The hypothesis of the sup mean uniform continuity. For the weak convergence, I know that $\int f_ng \rightarrow \int fg$ for $g \in C_c^\infty$, $g \in L^\infty$. The weak convergence could be interpreted as $L^1$ norm, so we have:

$||f_ng||_{L^1} \leq||f_n||_{L^p}\cdot ||g||_{L^q}$ . Since the definition of $g$, the norm is ok (I suppose, is it ok?), so we have to check the other one.

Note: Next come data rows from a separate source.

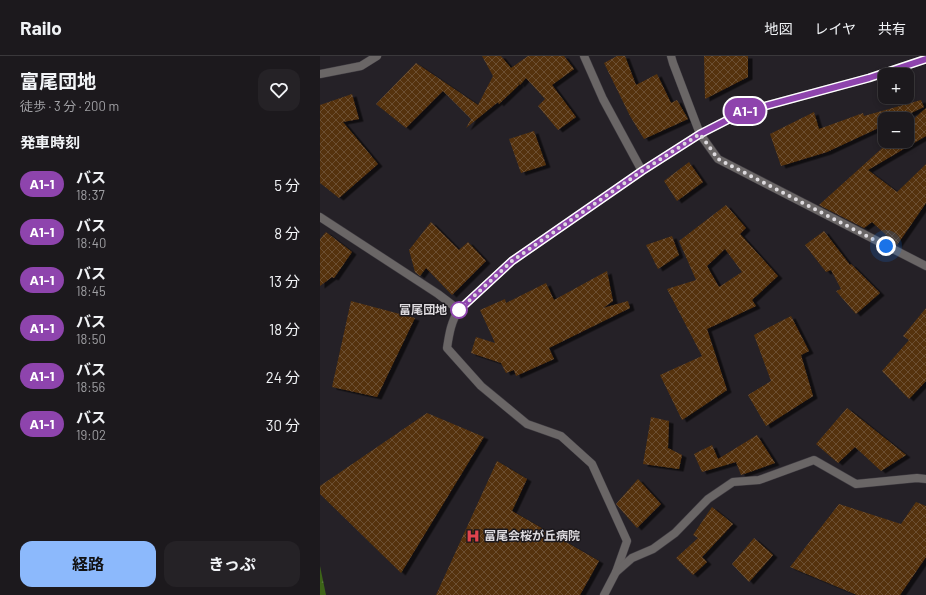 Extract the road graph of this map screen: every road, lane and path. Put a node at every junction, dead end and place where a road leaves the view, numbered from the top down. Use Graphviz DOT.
graph roads {
  1 [pos="377,56"];
  2 [pos="584,56"];
  3 [pos="671,56"];
  4 [pos="926,59"];
  5 [pos="320,74"];
  6 [pos="700,134"];
  7 [pos="642,171"];
  8 [pos="320,217"];
  9 [pos="926,266"];
  10 [pos="459,310"];
  11 [pos="926,479"];
  12 [pos="616,572"];
  13 [pos="604,595"];
  1 -- 5 [label="street"];
  2 -- 7 [label="street"];
  3 -- 6 [label="street"];
  4 -- 6 [label="street"];
  6 -- 7 [label="street"];
  6 -- 9 [label="street"];
  7 -- 10 [label="street"];
  8 -- 10 [label="street"];
  10 -- 12 [label="street"];
  11 -- 12 [label="street"];
  12 -- 13 [label="street"];
} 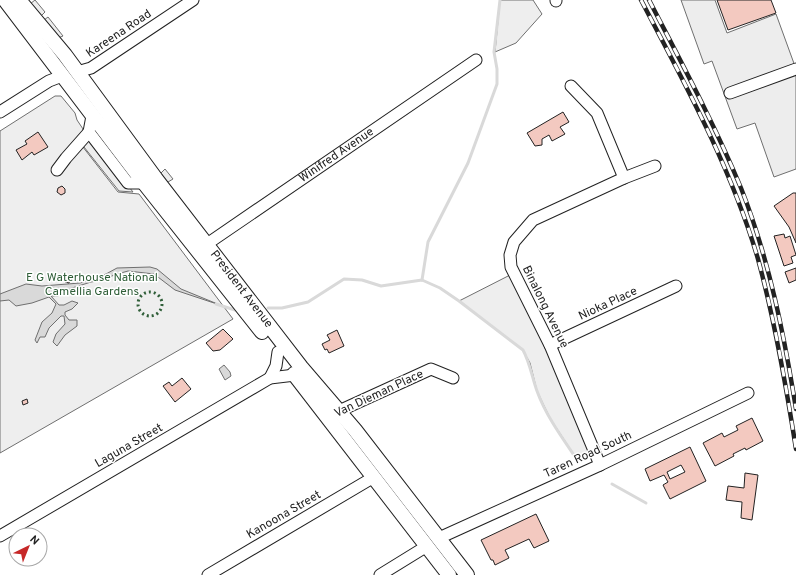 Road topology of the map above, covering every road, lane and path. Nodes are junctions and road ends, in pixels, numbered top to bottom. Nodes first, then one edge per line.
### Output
1 (5, 0) edge
2 (19, 0) edge
3 (193, 0) edge
4 (476, 60) dead end
5 (796, 69) edge
6 (77, 72) junction
7 (62, 76) junction
8 (789, 76) edge
9 (571, 86) dead end
10 (730, 93) dead end
11 (0, 112) edge
12 (92, 116) junction
13 (88, 132) junction
14 (655, 166) dead end
15 (57, 170) dead end
16 (624, 178) junction
17 (144, 183) junction
18 (202, 248) junction
19 (676, 286) dead end
20 (550, 345) junction
21 (278, 352) junction
22 (295, 375) junction
23 (270, 378) junction
24 (453, 378) dead end
25 (748, 393) dead end
26 (333, 414) junction
27 (600, 465) junction
28 (374, 478) junction
29 (0, 536) edge
30 (439, 538) junction
31 (427, 546) junction
32 (208, 575) edge
33 (380, 575) edge
34 (449, 575) edge
35 (467, 575) edge

1 - 7 main road, President Avenue
2 - 6 main road, President Avenue
3 - 6 street, Kareena Road
4 - 18 street, Winifred Avenue
5 - 8 street
6 - 7 main road
6 - 18 main road, President Avenue
7 - 11 street
7 - 12 main road, President Avenue
8 - 10 street
9 - 16 street
12 - 13 street
12 - 17 main road, President Avenue
13 - 15 street
13 - 17 street
14 - 16 street, Binalong Avenue
16 - 20 street, Binalong Avenue
17 - 18 main road, President Avenue
18 - 21 main road, President Avenue
18 - 26 main road, President Avenue
19 - 20 street, Nioka Place
20 - 27 street, Binalong Avenue
21 - 22 main road, President Avenue
21 - 23 street
22 - 23 street, Laguna Street
22 - 26 main road, President Avenue
23 - 29 street, Laguna Street
24 - 26 street, Van Dieman Place
25 - 27 street, Taren Road South
26 - 28 main road, President Avenue
26 - 30 main road, President Avenue
27 - 30 street, Taren Road South
28 - 31 main road, President Avenue
28 - 32 street, Kanoona Street
30 - 31 main road
30 - 35 main road, President Avenue
31 - 33 street
31 - 34 main road, President Avenue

$||f_n||_{L^p} = (\int_{0}^{1}|f_n|^p dx)^{p^{-1}} = (\int_{R}^{}X_{(0,1)}f_n^p dx)^{p^{-1}}$

This could be interpreted as $||X_{(0,1)}f_n^p ||_{L^1}$? Here I don't know how to continue; maybe this has something to do with the Banach Steinhouse theorem (the uniform limitedness principle). Simple functions notion could be used in this?

Another idea is to prove it by absurd, supposing that $\sup_n ||f_n||_{L^{p}} \not< \infty$

For the point b) I think that a good functions could be like $s(x) = (n \sin(nx))^n$, but I need to check if the hypothesis is needed (I suspect not).

I'm asking some tips for this exercise, because I'm stuck, thanks

{---------------- EDIT -----------------}

After the suggestions, here my tentative for point a)

$\lim_{n \rightarrow \infty} \int_{0}^{x}f_n(y)g(y)dy = > \int_{0}^{x}f(y)g(y)dy $

I assume $g:= \cup_i X_i = (0,x)$ where $x \in (0,1)$ where the $i$ are open disjointed set ($X_i \cap X_j$, $i \not = j$)

$\int_{0}^{1}f_n(y)\cup_i X_idy =\cup_i \int_{0}^{1}f_n(y) X_idy$ now I consider a single set, $X_k \in \cup_i X_i$. So we have:

$\int_{0}^{1}f_n(y)X_kdy$ this is a $L^1$ norm, so I can use Holder

$||f_n X_k|| \leq ||f_n||_{L^{p}} \cdot||X_k||_{L^{q}}$. $f_n$ converge in $L^p$ by assumption.

Now $\sup\{ \int_{0}^{1} f_n dy \}< \infty$ because if I split the function in the interval above, it converge in every interval so basically it'll be bounded and it'll have a finite sup.

Something is missing for this point?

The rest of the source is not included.